ROWE, is a management strategy designed to increase productivity while eliminating the arbitrary constraints of traditional workplaces. The program, created in 2005 by two Best Buy staffers, gives employees the freedom to work on their own terms and their own time, and measures them only on the results they produce – not the amount of time they spend at their desks.
Though Best Buy abandoned ROWE in 2013 (a move that many think was indicative of much deeper company issues), many organizations, both large and small, have implemented ROWE or variations of results-only workplaces to great success. Here’s what you should know about the approach.

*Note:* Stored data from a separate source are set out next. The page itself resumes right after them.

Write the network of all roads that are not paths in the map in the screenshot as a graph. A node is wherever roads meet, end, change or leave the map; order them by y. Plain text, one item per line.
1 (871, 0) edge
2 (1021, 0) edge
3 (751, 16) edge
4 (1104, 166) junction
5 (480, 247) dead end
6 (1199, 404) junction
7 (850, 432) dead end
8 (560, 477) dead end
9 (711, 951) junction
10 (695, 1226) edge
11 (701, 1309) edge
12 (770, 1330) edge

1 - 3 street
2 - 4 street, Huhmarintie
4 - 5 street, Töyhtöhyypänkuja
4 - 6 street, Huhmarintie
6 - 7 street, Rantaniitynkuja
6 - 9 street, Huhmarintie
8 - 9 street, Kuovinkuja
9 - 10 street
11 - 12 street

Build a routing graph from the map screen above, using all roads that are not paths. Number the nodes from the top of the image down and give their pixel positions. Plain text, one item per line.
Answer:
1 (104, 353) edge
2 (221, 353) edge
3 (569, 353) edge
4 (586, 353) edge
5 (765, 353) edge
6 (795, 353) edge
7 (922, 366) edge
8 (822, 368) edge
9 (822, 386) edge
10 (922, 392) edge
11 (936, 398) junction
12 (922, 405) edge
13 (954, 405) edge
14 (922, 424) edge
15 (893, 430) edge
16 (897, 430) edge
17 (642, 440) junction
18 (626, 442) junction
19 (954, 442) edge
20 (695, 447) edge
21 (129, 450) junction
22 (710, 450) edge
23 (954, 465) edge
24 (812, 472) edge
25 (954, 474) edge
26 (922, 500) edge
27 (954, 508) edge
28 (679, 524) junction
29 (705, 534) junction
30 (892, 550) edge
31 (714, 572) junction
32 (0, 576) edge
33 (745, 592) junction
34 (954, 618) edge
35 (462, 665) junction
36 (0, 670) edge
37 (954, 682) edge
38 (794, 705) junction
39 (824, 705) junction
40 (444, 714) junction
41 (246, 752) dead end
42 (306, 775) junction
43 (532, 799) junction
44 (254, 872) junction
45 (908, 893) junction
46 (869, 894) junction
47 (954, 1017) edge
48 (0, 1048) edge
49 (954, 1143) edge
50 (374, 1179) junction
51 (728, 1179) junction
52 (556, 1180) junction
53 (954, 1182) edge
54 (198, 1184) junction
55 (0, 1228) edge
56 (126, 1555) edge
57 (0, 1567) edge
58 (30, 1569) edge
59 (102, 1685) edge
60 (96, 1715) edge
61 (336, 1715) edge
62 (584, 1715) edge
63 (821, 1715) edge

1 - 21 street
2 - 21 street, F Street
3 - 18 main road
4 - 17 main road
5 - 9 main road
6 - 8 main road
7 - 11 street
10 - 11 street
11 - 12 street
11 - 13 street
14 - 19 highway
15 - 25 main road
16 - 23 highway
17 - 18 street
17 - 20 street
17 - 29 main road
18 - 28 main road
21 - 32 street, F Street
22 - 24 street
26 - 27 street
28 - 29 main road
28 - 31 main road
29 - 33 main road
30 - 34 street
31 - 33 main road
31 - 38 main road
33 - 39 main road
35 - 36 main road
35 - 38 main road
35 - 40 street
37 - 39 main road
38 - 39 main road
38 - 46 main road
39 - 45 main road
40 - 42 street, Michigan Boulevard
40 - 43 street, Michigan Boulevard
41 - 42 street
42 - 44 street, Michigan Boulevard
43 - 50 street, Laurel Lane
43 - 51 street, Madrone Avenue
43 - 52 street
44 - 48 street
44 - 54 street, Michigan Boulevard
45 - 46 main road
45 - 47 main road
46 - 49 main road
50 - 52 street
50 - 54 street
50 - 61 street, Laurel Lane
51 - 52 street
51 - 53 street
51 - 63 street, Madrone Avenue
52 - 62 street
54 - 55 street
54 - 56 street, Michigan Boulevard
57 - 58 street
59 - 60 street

What is a results-only work environment?
ROWE is an HR strategy that revolves around how employees are paid. Rather than paying employees for the number of hours they work, companies that use ROWE pay employees based on their work output. Employees don’t need to work a certain set of hours or in-office, so long as they meet their performance metrics. They have complete autonomy over their projects, including how they want to work on them and the amount of time they dedicate to them.
This is different from a work environment with “flexible hours,” as there is still an expectation within those environments that employees will work a certain number of hours.
FYI: Results-only work environments work best when the work that is being done can be specifically measured, as it gives managers a straightforward way to evaluate performance.
What is the idea behind ROWE?
The concept of ROWE is relatively easy to grasp. An organization’s main goal is to succeed. Their most valuable tool in working toward that goal? Highly skilled, highly motivated employees. And those employees are most driven to succeed when they work in a relaxed, comfortable environment and feel appreciated for their expertise and accomplishments.
ROWE aims to provide that relaxed, comfortable environment – while eliminating the customs of a conventional office. In an ideal ROWE workplace, there are no set hours and no required meetings. Employees aren’t even required to come into the office – at all. They have total autonomy over where they work, how they work and when they work. The only measure of value is the results they deliver.
With ROWE, an employee’s performance is measured entirely on his or her delivered results. Productivity is measured by output, not hours worked or face time put in. Therefore, much of an employee’s work can be done at home (or wherever else he or she might choose to work), on the employee’s schedule.
Do results-only workplaces get results?
For many businesses, the advantages of results-only work environments seem to outweigh the disadvantages. Employers everywhere are constantly looking for ways to attract and retain top employees – without having to pay for large wage increases or expensive benefit plans. A great way to do that? Providing a completely flexible, completely results-based work environment.
It’s a big draw, with flexibility topping the list of desired employee benefits and more employees choosing to work from home every year. But it also has big results for companies. Organizations that have implemented ROWE have seen material benefits that include cost savings, financial gains, increased productivity and improved workplace morale.
The pros and cons of ROWE
Should your business explore a results-only workplace? That’s a big decision – one that deserves a lot of thought and discussion. Below, we’ve put together a basic list of the pros and cons of ROWE to help you get started:
- ROWE workplaces require less physical pace because fewer employees spend time in the office
- Employees use fewer sick days and take less time off because they can better work around appointments, illnesses and other events.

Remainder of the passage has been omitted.